When you execute a SELECT statement, you invoke the UDF to convert text in the file from lowercase to uppercase: val to VAL.

Procedure

  1. Download the JAR for this example.
  2. On the command line, add the JAR to the root Hadoop directory in the Cassandra File System (CFS) using Hadoop shell commands. For example:
    dse hadoop fs -copyFromLocal local-path-to-jar/myudfs.jar /tmp
    Substitute the path to the downloaded job in your environment for local-path-to-jar.
  3. Start a Hive client, and at the Hive prompt, add the JAR file to the Hadoop distributed cache, which copies files to task nodes to use when the files run:
    hive> add jar cfs:///tmp/myudfs.jar;
    The output on the Mac OS X is:
    converting to local cfs:///tmp/myudfs.jar
    Added /private/tmp/johndoe/hive_resources/myudfs.jar to class path
    Added resource: /private/tmp/johndoe/hive_resources/myudfs.jar
  4. At the Hive prompt, create an alias for the UDF associated with the JAR.

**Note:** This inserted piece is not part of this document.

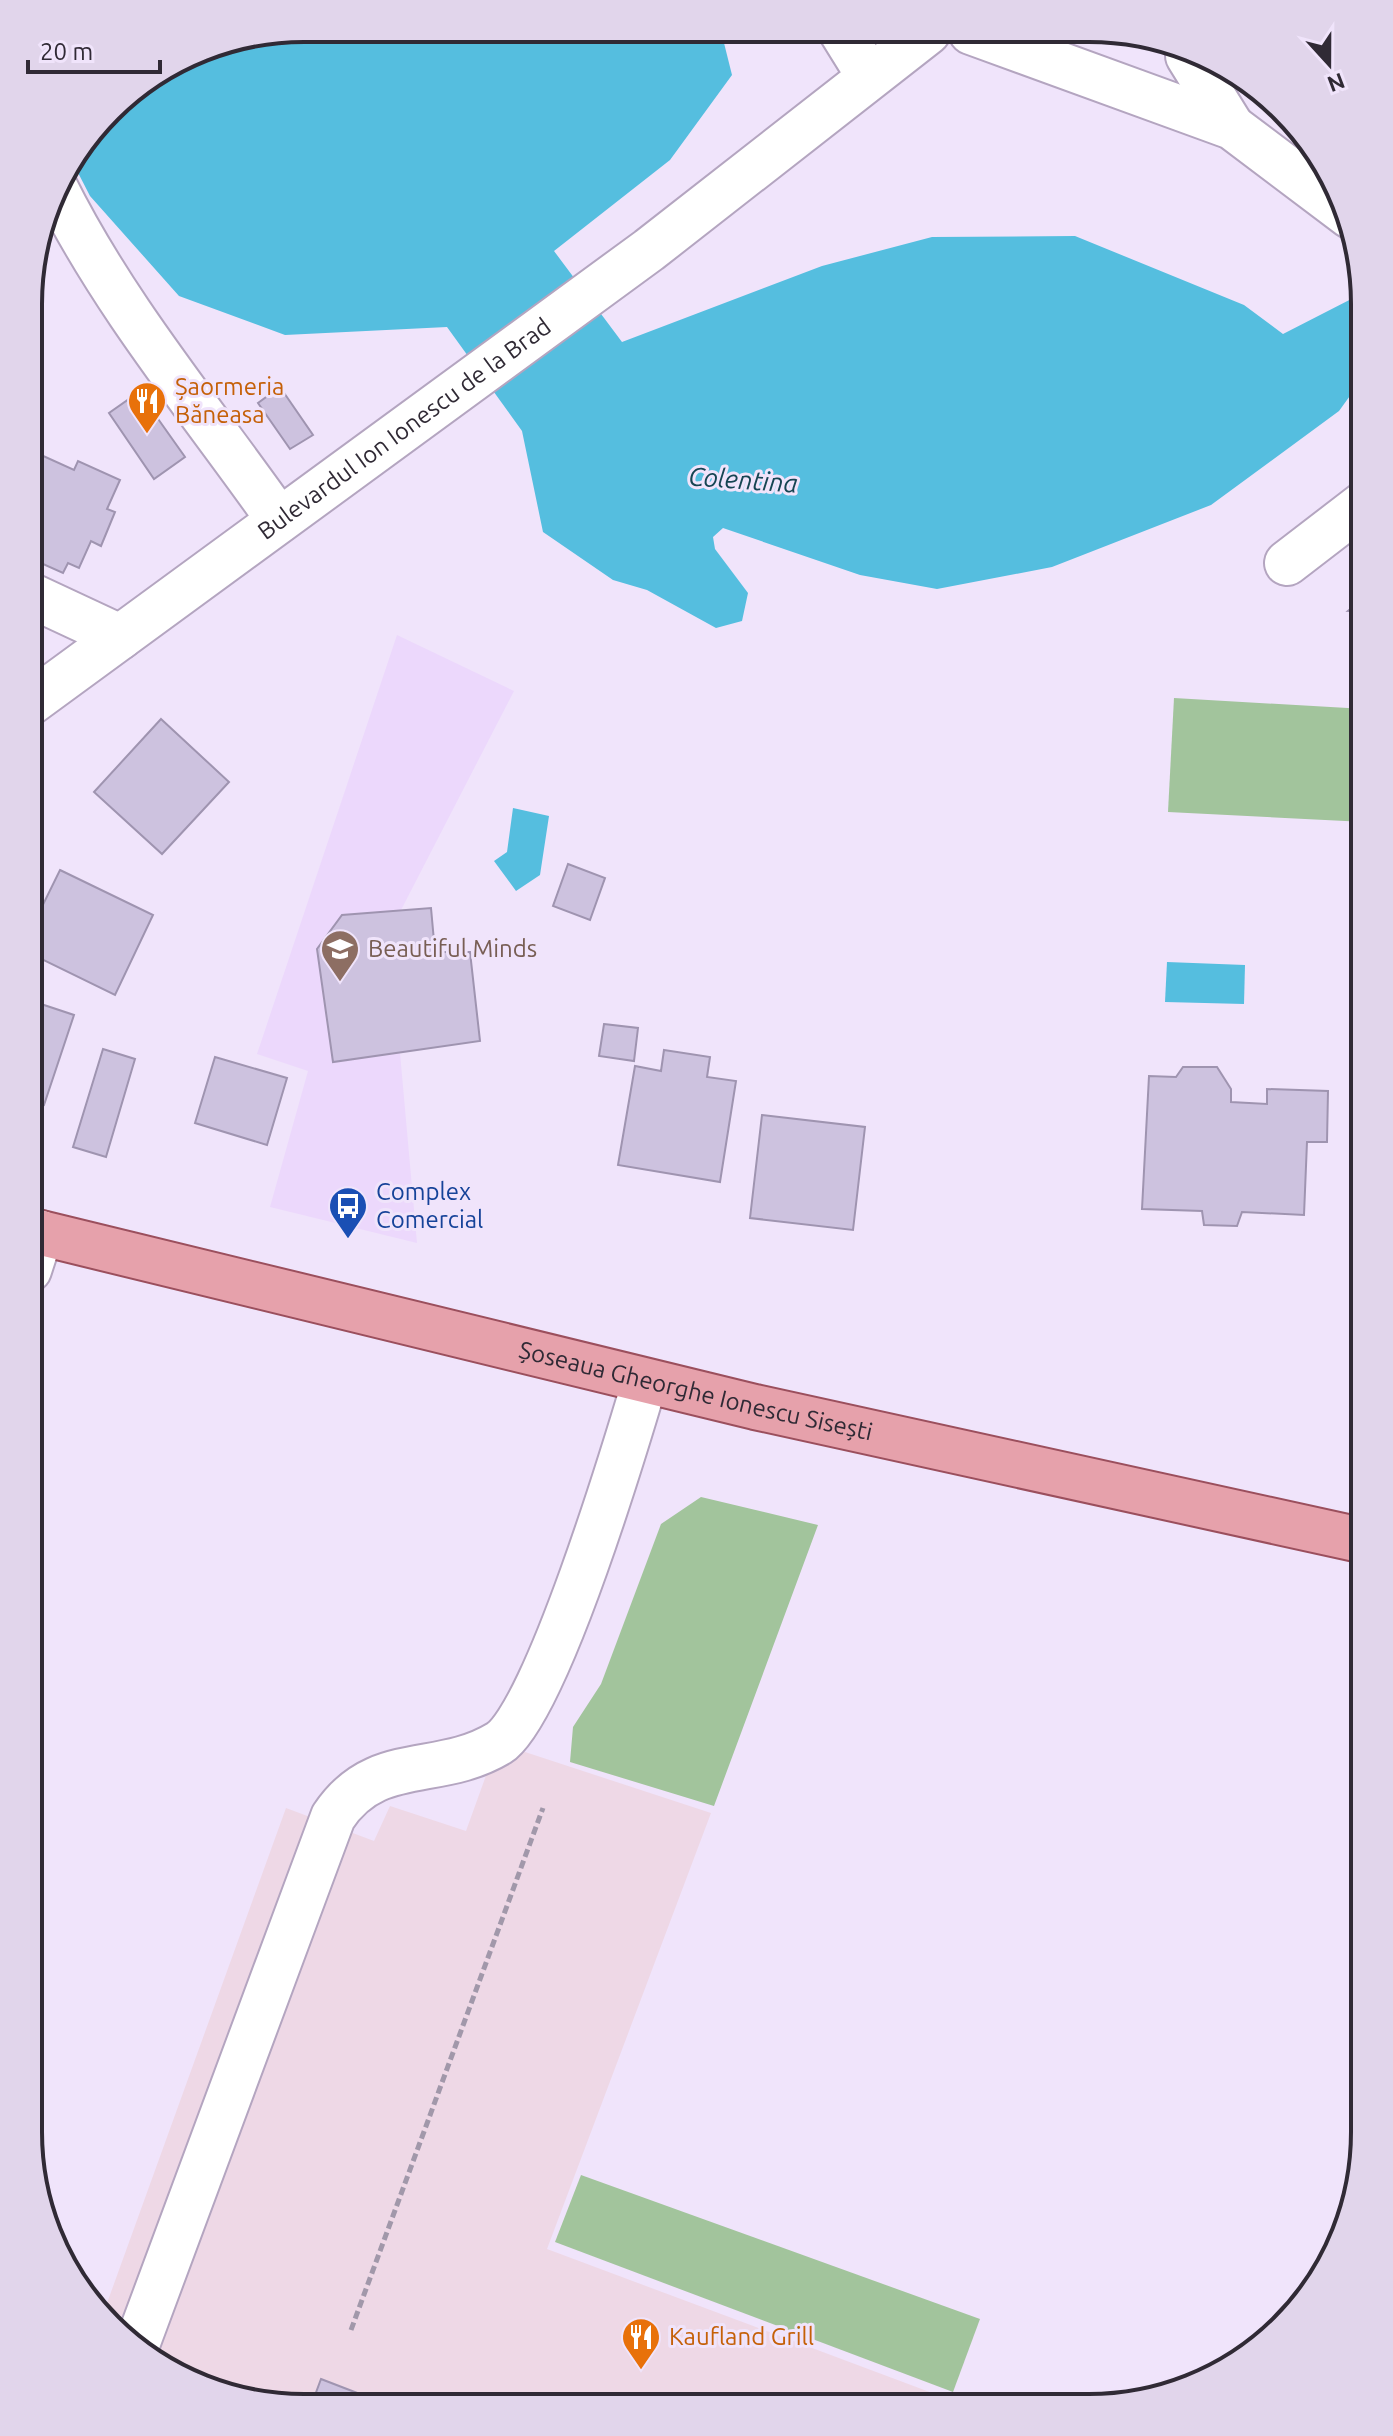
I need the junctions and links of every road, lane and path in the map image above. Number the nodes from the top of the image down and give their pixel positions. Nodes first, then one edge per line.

    hive> CREATE TEMPORARY FUNCTION myUpper AS 'org.hue.udf.MyUpper';
  5. Create a Hive table for text data.
    hive> CREATE TABLE udftest (foo INT, bar STRING);
  6. Insert data into the table, substituting the path to the DataStax Enterprise installation in your environment for the install_location. For example, on Mac OS X:
    hive> LOAD DATA LOCAL INPATH
            'install_location/resources/hive/examples/files/kv1.txt'
            OVERWRITE INTO TABLE udftest;
  7. Convert the lowercase text in the table, the instances of val, to uppercase by invoking the UDF by its alias in the SELECT statement.
    hive> SELECT myUpper(bar) from udftest;
    The mapper output looks like this:
    . . .
    MapReduce Jobs Launched:
    Job 0: Map: 1   HDFS Read: 0 HDFS Write: 0 SUCCESS
    Total MapReduce CPU Time Spent: 0 msec
    OK
    VAL_238-gg
    VAL_86-gg
    VAL_311-gg
    . . .